Major trauma really is time-critical. The sooner patient receives treatment, the better their outcome is. If you have an interest in trauma, phrases like “the golden hour” and “the platinum 10 minutes” will be familiar. In situations like this, the clock really is ticking and every minute unnecessarily wasted is potentially detrimental to the patient. The thing is, it’s so easy to waste time. It’s really tempting to “stay and play” in the resus room. You can put in arterial lines and central lines, set up infusers, warmers, splints etc… etc… All of these things take time, but these things may not be necessary or even helpful to the particular patient in front of you. You can spend lots of time trying to “do every thing by the book,” but lose sight of the fact that the whole point of “the book” is to identify the patient’s injuries and get them treated as quickly as is humanly possible.

Anyway, I’m digressing a little. I’ve learned that one of the key things you can do to avoid time wasting is to think several steps ahead, and I’m getting better at this. Whilst waiting for the scanner to come online, I busy myself with setting up the pumps and refreshing the infusions and that are going to keep him asleep while we move him. I recheck Carl’s vital signs, give him some intravenous fluids and then go off and check I have all the equipment I’ll need on the transfer.

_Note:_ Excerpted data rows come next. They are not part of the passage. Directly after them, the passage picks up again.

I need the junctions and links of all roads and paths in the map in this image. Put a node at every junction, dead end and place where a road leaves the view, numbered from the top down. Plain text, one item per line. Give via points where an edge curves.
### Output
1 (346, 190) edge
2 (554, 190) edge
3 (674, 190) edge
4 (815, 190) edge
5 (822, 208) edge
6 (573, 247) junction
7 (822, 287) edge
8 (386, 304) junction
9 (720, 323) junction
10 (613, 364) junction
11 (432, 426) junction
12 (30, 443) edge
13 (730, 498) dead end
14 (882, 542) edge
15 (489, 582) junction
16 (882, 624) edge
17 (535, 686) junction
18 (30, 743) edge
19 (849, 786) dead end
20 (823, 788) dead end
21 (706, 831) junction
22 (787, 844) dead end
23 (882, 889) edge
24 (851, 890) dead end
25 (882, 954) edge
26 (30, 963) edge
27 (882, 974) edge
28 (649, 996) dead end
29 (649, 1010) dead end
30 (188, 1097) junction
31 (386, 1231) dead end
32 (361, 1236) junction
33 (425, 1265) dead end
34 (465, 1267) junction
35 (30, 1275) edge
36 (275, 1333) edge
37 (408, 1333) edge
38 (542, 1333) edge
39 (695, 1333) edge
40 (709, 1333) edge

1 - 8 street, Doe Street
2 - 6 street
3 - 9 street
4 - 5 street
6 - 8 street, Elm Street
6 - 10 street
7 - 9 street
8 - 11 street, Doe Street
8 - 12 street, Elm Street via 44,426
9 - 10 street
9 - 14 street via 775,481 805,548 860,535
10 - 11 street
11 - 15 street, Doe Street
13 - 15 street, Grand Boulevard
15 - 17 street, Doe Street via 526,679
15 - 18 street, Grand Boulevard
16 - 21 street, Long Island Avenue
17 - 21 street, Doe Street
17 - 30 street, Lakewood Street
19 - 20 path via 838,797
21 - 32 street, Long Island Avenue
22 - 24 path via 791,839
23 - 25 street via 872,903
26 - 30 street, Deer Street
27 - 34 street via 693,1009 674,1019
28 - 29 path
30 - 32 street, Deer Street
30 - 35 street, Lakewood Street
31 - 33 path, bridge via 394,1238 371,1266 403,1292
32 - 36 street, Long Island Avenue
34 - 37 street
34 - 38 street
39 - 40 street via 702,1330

I’m going to stop now and not say any more about Carl and what injuries he had. The events I’ve described actually happened quite a while ago, but this ended up being quite big news locally and I don’t really want to say much more for worry of compromising Carl’s real identity.

All I will say is that Carl had surgery and survived to walk out of hospital several days later. Though Carl will never have any idea about what the paramedics and hospital staff did for him that evening, it does give me a real sense of satisfaction to know that as I sit here typing this, he’s out there somewhere living the life that I helped to save.